■ **Task item**:
Your answer must be an exact copy of the listing below.

[[ Material for this exercise open ]]

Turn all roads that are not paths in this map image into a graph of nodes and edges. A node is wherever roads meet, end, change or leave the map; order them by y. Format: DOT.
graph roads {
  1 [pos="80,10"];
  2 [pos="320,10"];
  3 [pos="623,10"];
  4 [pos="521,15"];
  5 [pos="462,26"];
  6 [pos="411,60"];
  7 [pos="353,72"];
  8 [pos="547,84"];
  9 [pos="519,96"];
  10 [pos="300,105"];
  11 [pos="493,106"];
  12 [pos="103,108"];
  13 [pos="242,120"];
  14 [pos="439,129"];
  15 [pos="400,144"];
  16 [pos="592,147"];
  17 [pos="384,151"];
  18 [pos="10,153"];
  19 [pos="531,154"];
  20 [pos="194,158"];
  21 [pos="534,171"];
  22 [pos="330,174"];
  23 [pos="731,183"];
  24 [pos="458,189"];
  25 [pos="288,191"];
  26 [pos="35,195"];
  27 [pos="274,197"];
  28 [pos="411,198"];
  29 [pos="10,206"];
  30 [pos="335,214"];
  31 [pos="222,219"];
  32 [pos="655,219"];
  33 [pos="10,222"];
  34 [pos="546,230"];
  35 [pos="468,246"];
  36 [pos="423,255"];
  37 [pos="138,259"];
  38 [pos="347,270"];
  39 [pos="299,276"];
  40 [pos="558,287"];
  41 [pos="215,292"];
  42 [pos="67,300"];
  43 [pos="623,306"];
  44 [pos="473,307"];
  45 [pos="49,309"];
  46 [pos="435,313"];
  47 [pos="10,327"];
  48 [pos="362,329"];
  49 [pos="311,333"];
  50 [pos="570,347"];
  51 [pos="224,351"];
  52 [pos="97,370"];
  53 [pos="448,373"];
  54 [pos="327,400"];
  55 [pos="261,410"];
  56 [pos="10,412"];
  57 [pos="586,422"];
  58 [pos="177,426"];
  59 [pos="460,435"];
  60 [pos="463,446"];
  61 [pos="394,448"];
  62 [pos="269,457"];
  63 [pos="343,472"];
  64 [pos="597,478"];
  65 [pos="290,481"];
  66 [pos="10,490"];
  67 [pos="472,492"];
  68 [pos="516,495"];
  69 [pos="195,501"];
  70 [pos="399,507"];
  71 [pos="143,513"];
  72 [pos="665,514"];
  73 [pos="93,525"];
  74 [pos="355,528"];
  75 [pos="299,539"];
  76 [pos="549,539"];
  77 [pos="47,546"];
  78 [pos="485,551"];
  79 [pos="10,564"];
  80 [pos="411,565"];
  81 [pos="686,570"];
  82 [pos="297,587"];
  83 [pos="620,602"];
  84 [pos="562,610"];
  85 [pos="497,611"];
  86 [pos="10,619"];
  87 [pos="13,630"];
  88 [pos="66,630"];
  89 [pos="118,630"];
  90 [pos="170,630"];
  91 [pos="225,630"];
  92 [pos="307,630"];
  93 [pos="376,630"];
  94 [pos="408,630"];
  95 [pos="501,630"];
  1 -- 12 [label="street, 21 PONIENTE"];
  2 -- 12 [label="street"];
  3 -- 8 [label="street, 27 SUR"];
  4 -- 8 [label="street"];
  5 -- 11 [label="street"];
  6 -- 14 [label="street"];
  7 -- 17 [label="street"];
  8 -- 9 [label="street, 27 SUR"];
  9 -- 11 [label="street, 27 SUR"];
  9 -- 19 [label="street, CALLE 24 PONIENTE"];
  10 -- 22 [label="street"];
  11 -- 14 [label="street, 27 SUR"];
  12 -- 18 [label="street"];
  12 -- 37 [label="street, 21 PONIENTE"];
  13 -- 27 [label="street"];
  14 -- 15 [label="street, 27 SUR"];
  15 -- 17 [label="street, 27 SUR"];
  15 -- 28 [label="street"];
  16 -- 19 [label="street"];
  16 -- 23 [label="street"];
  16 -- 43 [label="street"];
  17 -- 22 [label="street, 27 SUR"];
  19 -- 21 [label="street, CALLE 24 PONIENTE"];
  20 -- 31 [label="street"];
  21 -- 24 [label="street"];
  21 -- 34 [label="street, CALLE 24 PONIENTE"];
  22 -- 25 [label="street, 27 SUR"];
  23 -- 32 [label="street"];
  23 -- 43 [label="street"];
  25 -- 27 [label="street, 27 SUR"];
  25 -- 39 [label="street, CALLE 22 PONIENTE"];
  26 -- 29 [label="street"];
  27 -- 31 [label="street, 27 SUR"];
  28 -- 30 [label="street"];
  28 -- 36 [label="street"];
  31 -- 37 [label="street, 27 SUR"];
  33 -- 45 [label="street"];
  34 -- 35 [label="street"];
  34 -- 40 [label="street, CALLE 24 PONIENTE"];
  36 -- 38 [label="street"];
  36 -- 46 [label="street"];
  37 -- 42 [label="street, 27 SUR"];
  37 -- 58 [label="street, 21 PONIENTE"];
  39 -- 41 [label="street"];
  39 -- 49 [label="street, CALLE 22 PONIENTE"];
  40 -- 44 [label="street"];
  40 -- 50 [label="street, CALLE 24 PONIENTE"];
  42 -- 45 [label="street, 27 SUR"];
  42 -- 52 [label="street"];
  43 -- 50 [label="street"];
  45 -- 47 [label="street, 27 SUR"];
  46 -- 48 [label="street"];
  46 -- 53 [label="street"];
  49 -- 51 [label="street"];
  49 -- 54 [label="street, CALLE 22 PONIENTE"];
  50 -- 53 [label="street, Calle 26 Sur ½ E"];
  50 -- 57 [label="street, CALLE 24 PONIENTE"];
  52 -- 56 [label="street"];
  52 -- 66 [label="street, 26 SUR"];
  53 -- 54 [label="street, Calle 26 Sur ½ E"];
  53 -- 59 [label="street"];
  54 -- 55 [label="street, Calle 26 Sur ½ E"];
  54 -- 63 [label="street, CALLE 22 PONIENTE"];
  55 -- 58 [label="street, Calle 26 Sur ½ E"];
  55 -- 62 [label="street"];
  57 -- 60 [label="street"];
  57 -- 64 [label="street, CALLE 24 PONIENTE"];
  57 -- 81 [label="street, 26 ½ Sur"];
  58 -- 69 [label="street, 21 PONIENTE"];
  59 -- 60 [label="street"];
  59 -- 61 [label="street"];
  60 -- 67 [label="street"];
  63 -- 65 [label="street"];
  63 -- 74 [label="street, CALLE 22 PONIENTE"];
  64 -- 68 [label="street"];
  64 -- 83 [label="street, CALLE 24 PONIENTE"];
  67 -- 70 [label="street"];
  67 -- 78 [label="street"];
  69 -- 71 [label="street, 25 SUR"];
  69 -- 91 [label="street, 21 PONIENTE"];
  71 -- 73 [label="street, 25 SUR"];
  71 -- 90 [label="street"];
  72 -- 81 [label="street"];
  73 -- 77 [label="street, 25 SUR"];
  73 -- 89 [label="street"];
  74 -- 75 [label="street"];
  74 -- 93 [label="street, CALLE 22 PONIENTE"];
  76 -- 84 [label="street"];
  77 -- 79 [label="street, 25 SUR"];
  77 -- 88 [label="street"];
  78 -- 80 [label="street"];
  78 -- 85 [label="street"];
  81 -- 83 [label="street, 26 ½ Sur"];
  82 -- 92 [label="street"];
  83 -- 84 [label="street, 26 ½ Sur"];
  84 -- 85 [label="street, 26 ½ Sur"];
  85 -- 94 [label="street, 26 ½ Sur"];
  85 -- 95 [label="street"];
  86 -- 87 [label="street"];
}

[[ Material for this exercise closed ]]

■ **Solution to this problem**:
Turn all roads that are not paths in this map image into a graph of nodes and edges. A node is wherever roads meet, end, change or leave the map; order them by y. Format: DOT.
graph roads {
  1 [pos="80,10"];
  2 [pos="320,10"];
  3 [pos="623,10"];
  4 [pos="521,15"];
  5 [pos="462,26"];
  6 [pos="411,60"];
  7 [pos="353,72"];
  8 [pos="547,84"];
  9 [pos="519,96"];
  10 [pos="300,105"];
  11 [pos="493,106"];
  12 [pos="103,108"];
  13 [pos="242,120"];
  14 [pos="439,129"];
  15 [pos="400,144"];
  16 [pos="592,147"];
  17 [pos="384,151"];
  18 [pos="10,153"];
  19 [pos="531,154"];
  20 [pos="194,158"];
  21 [pos="534,171"];
  22 [pos="330,174"];
  23 [pos="731,183"];
  24 [pos="458,189"];
  25 [pos="288,191"];
  26 [pos="35,195"];
  27 [pos="274,197"];
  28 [pos="411,198"];
  29 [pos="10,206"];
  30 [pos="335,214"];
  31 [pos="222,219"];
  32 [pos="655,219"];
  33 [pos="10,222"];
  34 [pos="546,230"];
  35 [pos="468,246"];
  36 [pos="423,255"];
  37 [pos="138,259"];
  38 [pos="347,270"];
  39 [pos="299,276"];
  40 [pos="558,287"];
  41 [pos="215,292"];
  42 [pos="67,300"];
  43 [pos="623,306"];
  44 [pos="473,307"];
  45 [pos="49,309"];
  46 [pos="435,313"];
  47 [pos="10,327"];
  48 [pos="362,329"];
  49 [pos="311,333"];
  50 [pos="570,347"];
  51 [pos="224,351"];
  52 [pos="97,370"];
  53 [pos="448,373"];
  54 [pos="327,400"];
  55 [pos="261,410"];
  56 [pos="10,412"];
  57 [pos="586,422"];
  58 [pos="177,426"];
  59 [pos="460,435"];
  60 [pos="463,446"];
  61 [pos="394,448"];
  62 [pos="269,457"];
  63 [pos="343,472"];
  64 [pos="597,478"];
  65 [pos="290,481"];
  66 [pos="10,490"];
  67 [pos="472,492"];
  68 [pos="516,495"];
  69 [pos="195,501"];
  70 [pos="399,507"];
  71 [pos="143,513"];
  72 [pos="665,514"];
  73 [pos="93,525"];
  74 [pos="355,528"];
  75 [pos="299,539"];
  76 [pos="549,539"];
  77 [pos="47,546"];
  78 [pos="485,551"];
  79 [pos="10,564"];
  80 [pos="411,565"];
  81 [pos="686,570"];
  82 [pos="297,587"];
  83 [pos="620,602"];
  84 [pos="562,610"];
  85 [pos="497,611"];
  86 [pos="10,619"];
  87 [pos="13,630"];
  88 [pos="66,630"];
  89 [pos="118,630"];
  90 [pos="170,630"];
  91 [pos="225,630"];
  92 [pos="307,630"];
  93 [pos="376,630"];
  94 [pos="408,630"];
  95 [pos="501,630"];
  1 -- 12 [label="street, 21 PONIENTE"];
  2 -- 12 [label="street"];
  3 -- 8 [label="street, 27 SUR"];
  4 -- 8 [label="street"];
  5 -- 11 [label="street"];
  6 -- 14 [label="street"];
  7 -- 17 [label="street"];
  8 -- 9 [label="street, 27 SUR"];
  9 -- 11 [label="street, 27 SUR"];
  9 -- 19 [label="street, CALLE 24 PONIENTE"];
  10 -- 22 [label="street"];
  11 -- 14 [label="street, 27 SUR"];
  12 -- 18 [label="street"];
  12 -- 37 [label="street, 21 PONIENTE"];
  13 -- 27 [label="street"];
  14 -- 15 [label="street, 27 SUR"];
  15 -- 17 [label="street, 27 SUR"];
  15 -- 28 [label="street"];
  16 -- 19 [label="street"];
  16 -- 23 [label="street"];
  16 -- 43 [label="street"];
  17 -- 22 [label="street, 27 SUR"];
  19 -- 21 [label="street, CALLE 24 PONIENTE"];
  20 -- 31 [label="street"];
  21 -- 24 [label="street"];
  21 -- 34 [label="street, CALLE 24 PONIENTE"];
  22 -- 25 [label="street, 27 SUR"];
  23 -- 32 [label="street"];
  23 -- 43 [label="street"];
  25 -- 27 [label="street, 27 SUR"];
  25 -- 39 [label="street, CALLE 22 PONIENTE"];
  26 -- 29 [label="street"];
  27 -- 31 [label="street, 27 SUR"];
  28 -- 30 [label="street"];
  28 -- 36 [label="street"];
  31 -- 37 [label="street, 27 SUR"];
  33 -- 45 [label="street"];
  34 -- 35 [label="street"];
  34 -- 40 [label="street, CALLE 24 PONIENTE"];
  36 -- 38 [label="street"];
  36 -- 46 [label="street"];
  37 -- 42 [label="street, 27 SUR"];
  37 -- 58 [label="street, 21 PONIENTE"];
  39 -- 41 [label="street"];
  39 -- 49 [label="street, CALLE 22 PONIENTE"];
  40 -- 44 [label="street"];
  40 -- 50 [label="street, CALLE 24 PONIENTE"];
  42 -- 45 [label="street, 27 SUR"];
  42 -- 52 [label="street"];
  43 -- 50 [label="street"];
  45 -- 47 [label="street, 27 SUR"];
  46 -- 48 [label="street"];
  46 -- 53 [label="street"];
  49 -- 51 [label="street"];
  49 -- 54 [label="street, CALLE 22 PONIENTE"];
  50 -- 53 [label="street, Calle 26 Sur ½ E"];
  50 -- 57 [label="street, CALLE 24 PONIENTE"];
  52 -- 56 [label="street"];
  52 -- 66 [label="street, 26 SUR"];
  53 -- 54 [label="street, Calle 26 Sur ½ E"];
  53 -- 59 [label="street"];
  54 -- 55 [label="street, Calle 26 Sur ½ E"];
  54 -- 63 [label="street, CALLE 22 PONIENTE"];
  55 -- 58 [label="street, Calle 26 Sur ½ E"];
  55 -- 62 [label="street"];
  57 -- 60 [label="street"];
  57 -- 64 [label="street, CALLE 24 PONIENTE"];
  57 -- 81 [label="street, 26 ½ Sur"];
  58 -- 69 [label="street, 21 PONIENTE"];
  59 -- 60 [label="street"];
  59 -- 61 [label="street"];
  60 -- 67 [label="street"];
  63 -- 65 [label="street"];
  63 -- 74 [label="street, CALLE 22 PONIENTE"];
  64 -- 68 [label="street"];
  64 -- 83 [label="street, CALLE 24 PONIENTE"];
  67 -- 70 [label="street"];
  67 -- 78 [label="street"];
  69 -- 71 [label="street, 25 SUR"];
  69 -- 91 [label="street, 21 PONIENTE"];
  71 -- 73 [label="street, 25 SUR"];
  71 -- 90 [label="street"];
  72 -- 81 [label="street"];
  73 -- 77 [label="street, 25 SUR"];
  73 -- 89 [label="street"];
  74 -- 75 [label="street"];
  74 -- 93 [label="street, CALLE 22 PONIENTE"];
  76 -- 84 [label="street"];
  77 -- 79 [label="street, 25 SUR"];
  77 -- 88 [label="street"];
  78 -- 80 [label="street"];
  78 -- 85 [label="street"];
  81 -- 83 [label="street, 26 ½ Sur"];
  82 -- 92 [label="street"];
  83 -- 84 [label="street, 26 ½ Sur"];
  84 -- 85 [label="street, 26 ½ Sur"];
  85 -- 94 [label="street, 26 ½ Sur"];
  85 -- 95 [label="street"];
  86 -- 87 [label="street"];
}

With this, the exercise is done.